SS-OCT-A et stries angioïdes
D’après l’intervention du Dr Hoang Mai Le
Les stries angioïdes sont souvent retrouvées dans des pathologies systémiques telles que les pseudoxanthomes élastiques, les syndromes de Marfan ou Ehler-Danlos et bien d’autres. Elles correspondent à des ruptures localisées de la membrane de Bruch, causées par une anomalie des fibres élastiques qui s’épaississent et se calcifient. Il s’ensuit histologiquement une atrophie de l’épithélium pigmentaire et des photorécepteurs, avec potentiellement l’apparition de néovaisseaux choroïdiens. Le Dr Hoang Mai Le a donc étudié quantitativement la perfusion choriocapillaire en OCT-A chez des patients atteints de stries angioïdes (avec ou sans néovascularisation) vs un groupe contrôle [7]. L’acquisition en Swept Source OCT-A se fait avec des images 6 x 6 structurelles et de flux, compensées et binarisées. L’analyse se penche sur les 1 x 1 mm périphériques du cadre (6 x 6 mm) centré sur la macula : zones périphériques, équidistantes et à distance de la zone de néovascularisation quand celle-ci est présente. On constate que la perfusion choriocapillaire est globalement diminuée de façon significative dans le groupe des cas par rapport au groupe contrôle. Cette analyse concorde avec les observations connues d’atrophie choroïdienne retrouvée en histologie et pourrait expliquer le développement de néovaisseaux choroïdiens par des mécanismes ischémiques mettant en jeu le VEGF chez les patients atteints de stries angioïdes.
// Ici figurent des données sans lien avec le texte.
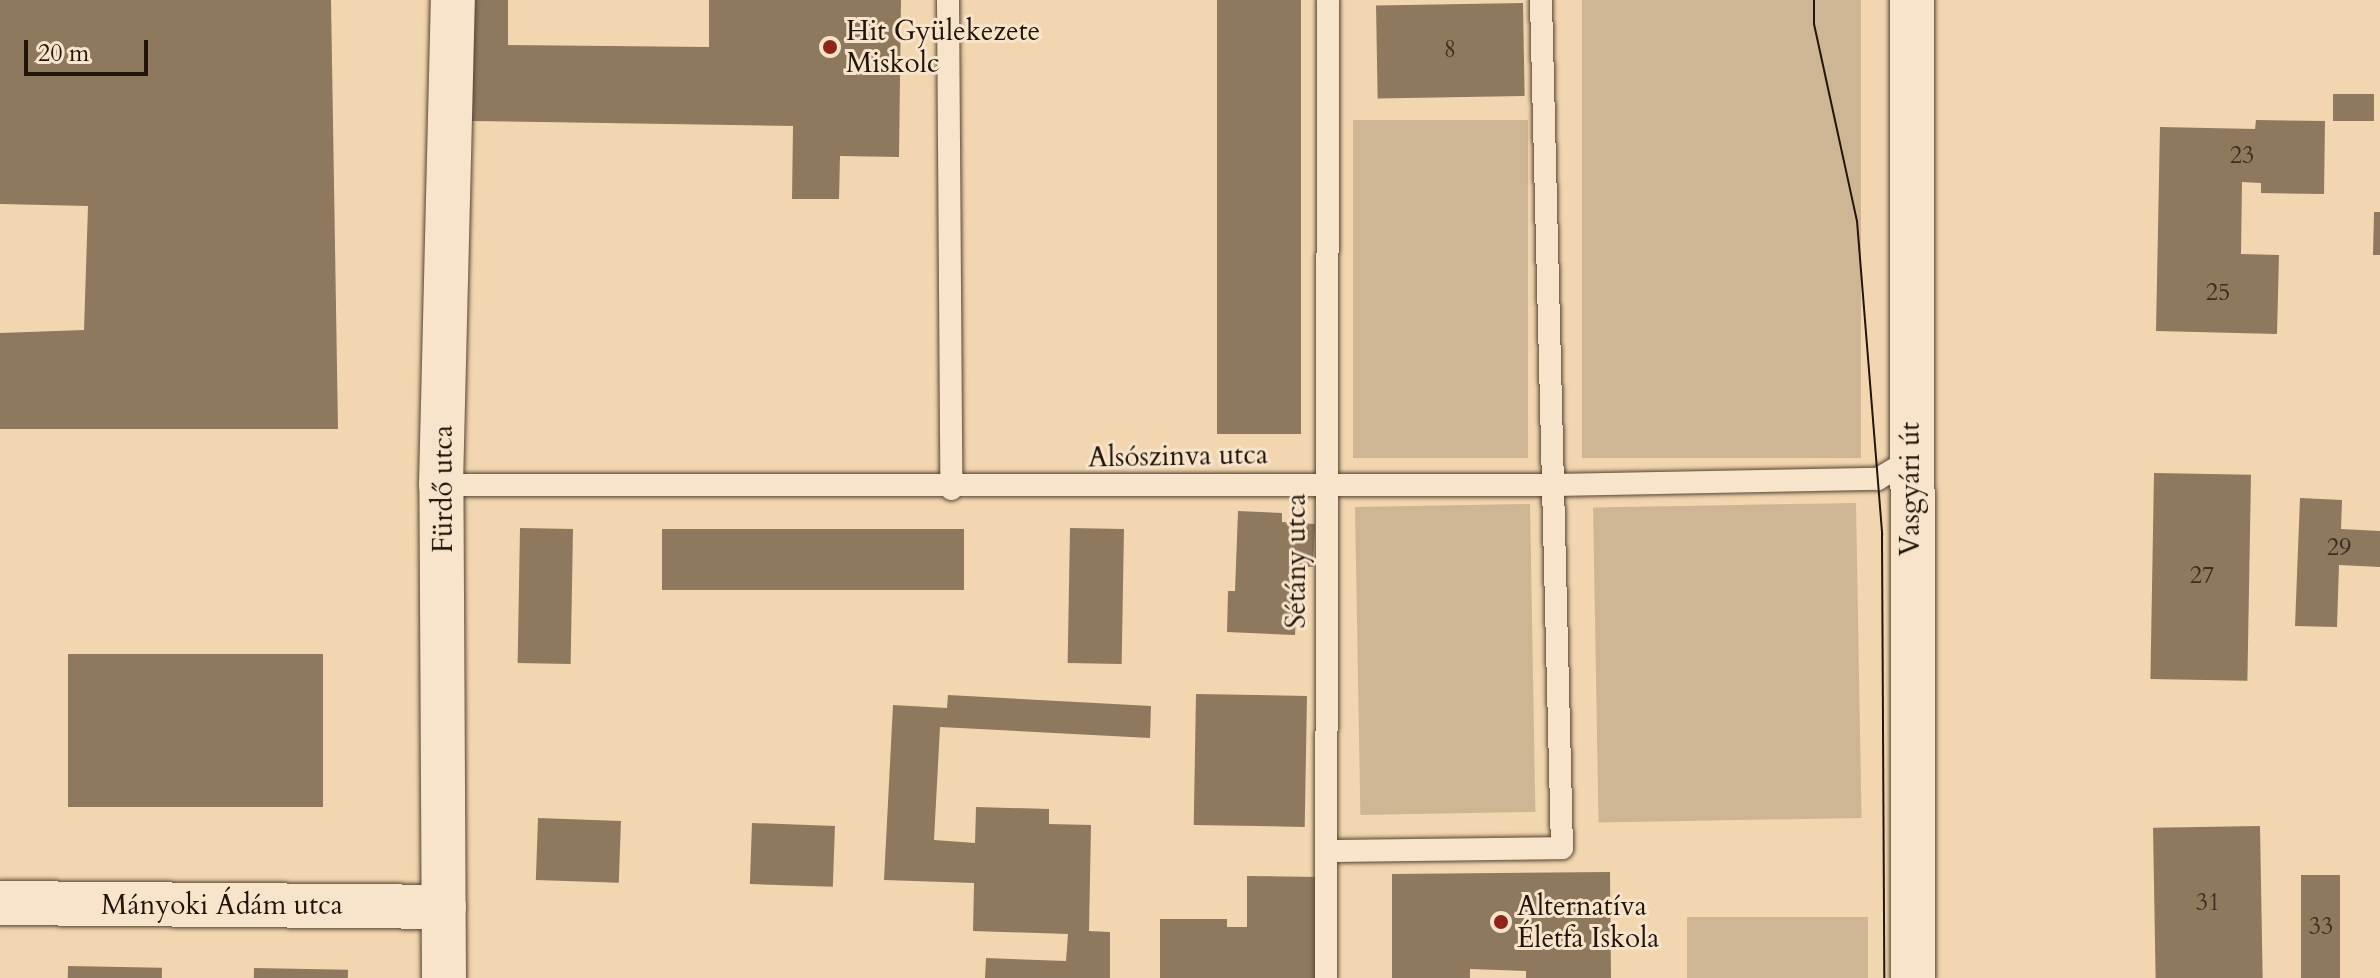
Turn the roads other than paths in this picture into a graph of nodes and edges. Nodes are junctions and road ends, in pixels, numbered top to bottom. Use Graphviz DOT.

Références bibliographiques
[1] Zimura in subjects with geographic atrophy secondary to dry age-related macular degeneration. ClinicalTrials.gov Identifier: NCT02686658.
[2] Grossi F. Study of pegcetacoplan (APL-2) therapy in patients with geographic atrophy (FILLY). ClinicalTrials.gov Identifier: NCT02503332.
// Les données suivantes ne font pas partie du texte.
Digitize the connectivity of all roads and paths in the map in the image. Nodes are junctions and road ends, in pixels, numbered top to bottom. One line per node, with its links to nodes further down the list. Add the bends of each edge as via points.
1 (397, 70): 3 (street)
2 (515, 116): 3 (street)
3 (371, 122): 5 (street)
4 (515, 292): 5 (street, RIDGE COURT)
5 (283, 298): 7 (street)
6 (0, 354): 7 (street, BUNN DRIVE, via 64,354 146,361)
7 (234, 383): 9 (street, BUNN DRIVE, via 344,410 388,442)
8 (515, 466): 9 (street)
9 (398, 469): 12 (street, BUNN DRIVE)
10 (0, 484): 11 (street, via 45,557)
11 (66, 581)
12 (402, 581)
[3] A study to compare the efficacy and safety of intravitreal APL-2 therapy with sham injections in patients with geographic atrophy (GA) secondary to age-related macular degeneration, ClinicalTrials.gov Identifier: NCT03525613.
[4] Nesper PL, Roberts PK, Onishi AC et al. Quantifying microvascular abnormalities with increasing severity of diabetic retinopathy using optical coherence tomography angiography. Invest Ophthal- mol Vis Sci. 2017;58(6):BIO307-BIO315.
[5] Munk MR, Kashani AH, Tadayoni R et al. Recommendations for OCT angiography reporting in retinal vascular disease: a delphi approach by international experts. Ophthalmol Retina. 2022: S2468-6530(22)00066-5.
[6] Tektas OY, Lütjen-Drecoll E. Structural changes of the trabecular meshwork in different kinds of glaucoma. Exp Eye Res. 2009;88(4):769-75.
[7] Le HM, Souied EH, Safa Halouani S et al. Quantitative analysis of choriocapillaris using Swept-Source Optical Coherence Tomography Angiography in eyes with angioid streaks. J Clin Med. 2022;11(8):2134.